→ About this exercise: What you return must be the full listing, word for word, with no images in it.

START Data shown

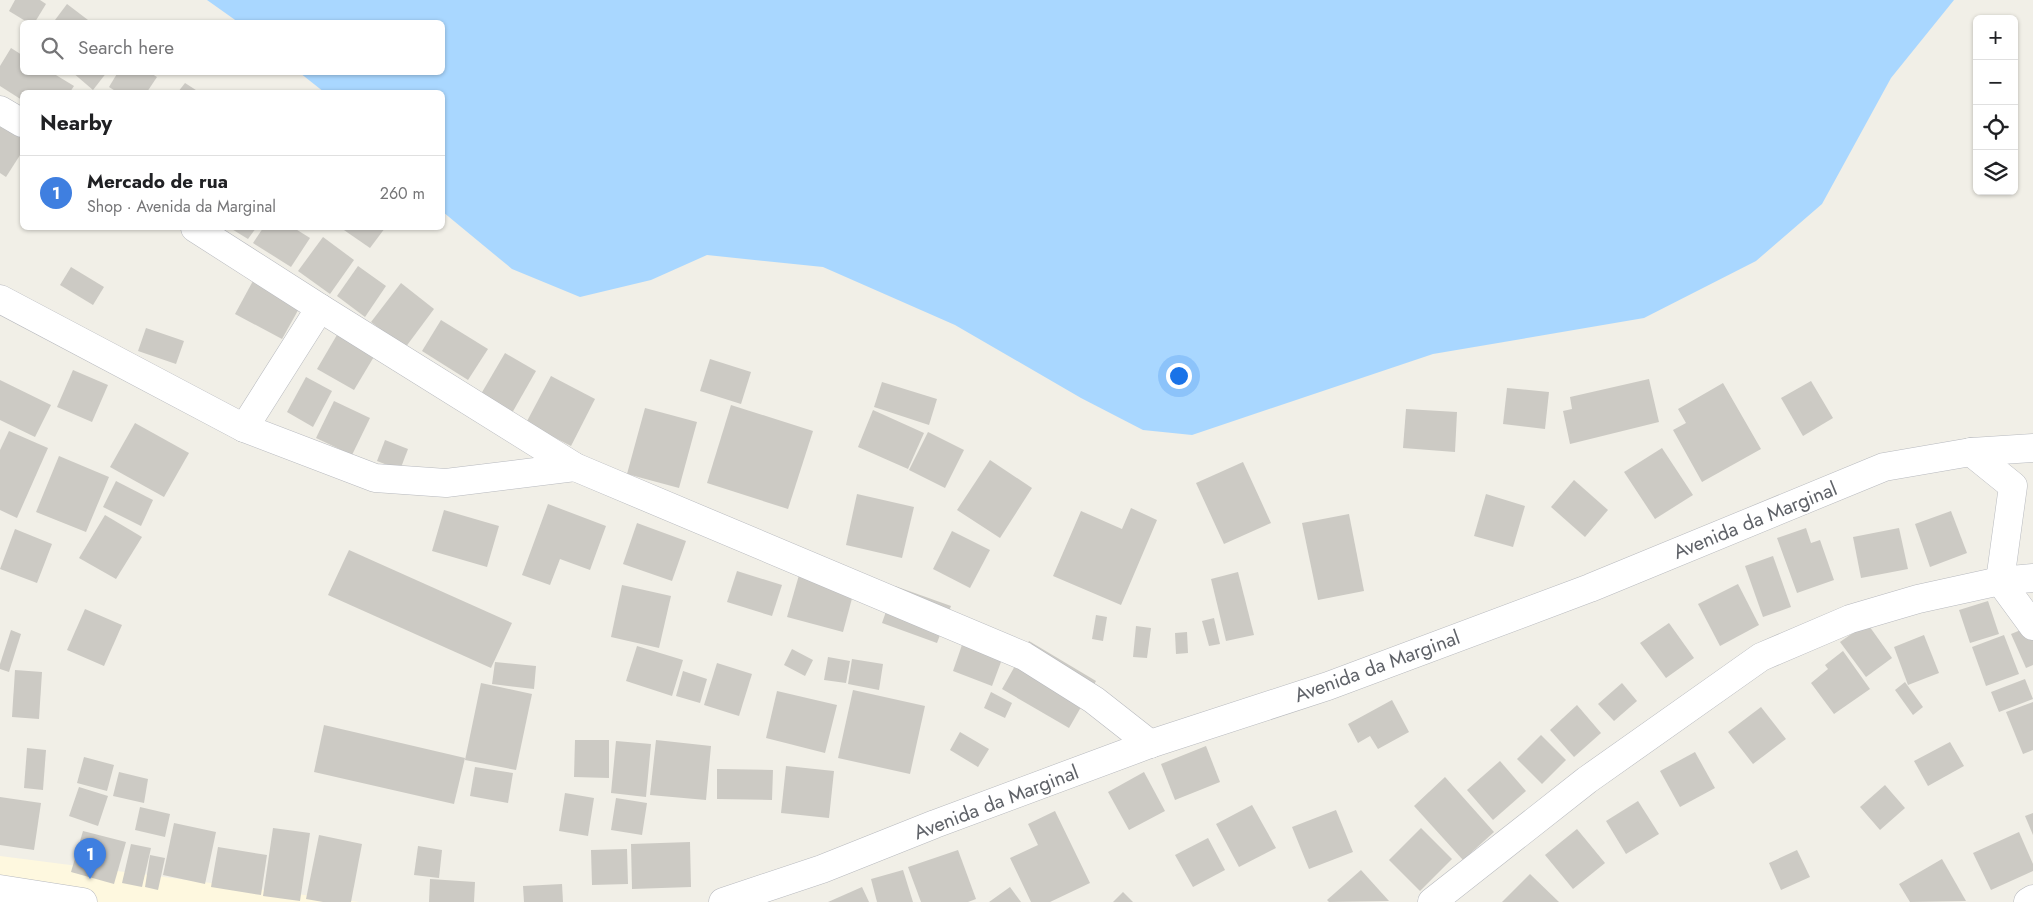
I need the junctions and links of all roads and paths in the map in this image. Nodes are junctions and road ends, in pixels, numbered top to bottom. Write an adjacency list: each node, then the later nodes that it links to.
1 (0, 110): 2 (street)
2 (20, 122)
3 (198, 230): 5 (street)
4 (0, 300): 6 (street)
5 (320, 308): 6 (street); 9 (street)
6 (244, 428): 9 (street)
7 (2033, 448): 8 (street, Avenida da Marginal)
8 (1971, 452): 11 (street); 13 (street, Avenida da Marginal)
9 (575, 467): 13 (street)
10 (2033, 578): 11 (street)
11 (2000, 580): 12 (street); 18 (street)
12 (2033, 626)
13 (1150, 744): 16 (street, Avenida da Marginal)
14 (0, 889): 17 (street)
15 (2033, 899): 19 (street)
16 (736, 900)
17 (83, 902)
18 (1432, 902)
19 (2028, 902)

END Data shown

→ Result of the task:
I need the junctions and links of all roads and paths in the map in this image. Nodes are junctions and road ends, in pixels, numbered top to bottom. Write an adjacency list: each node, then the later nodes that it links to.
1 (0, 110): 2 (street)
2 (20, 122)
3 (198, 230): 5 (street)
4 (0, 300): 6 (street)
5 (320, 308): 6 (street); 9 (street)
6 (244, 428): 9 (street)
7 (2033, 448): 8 (street, Avenida da Marginal)
8 (1971, 452): 11 (street); 13 (street, Avenida da Marginal)
9 (575, 467): 13 (street)
10 (2033, 578): 11 (street)
11 (2000, 580): 12 (street); 18 (street)
12 (2033, 626)
13 (1150, 744): 16 (street, Avenida da Marginal)
14 (0, 889): 17 (street)
15 (2033, 899): 19 (street)
16 (736, 900)
17 (83, 902)
18 (1432, 902)
19 (2028, 902)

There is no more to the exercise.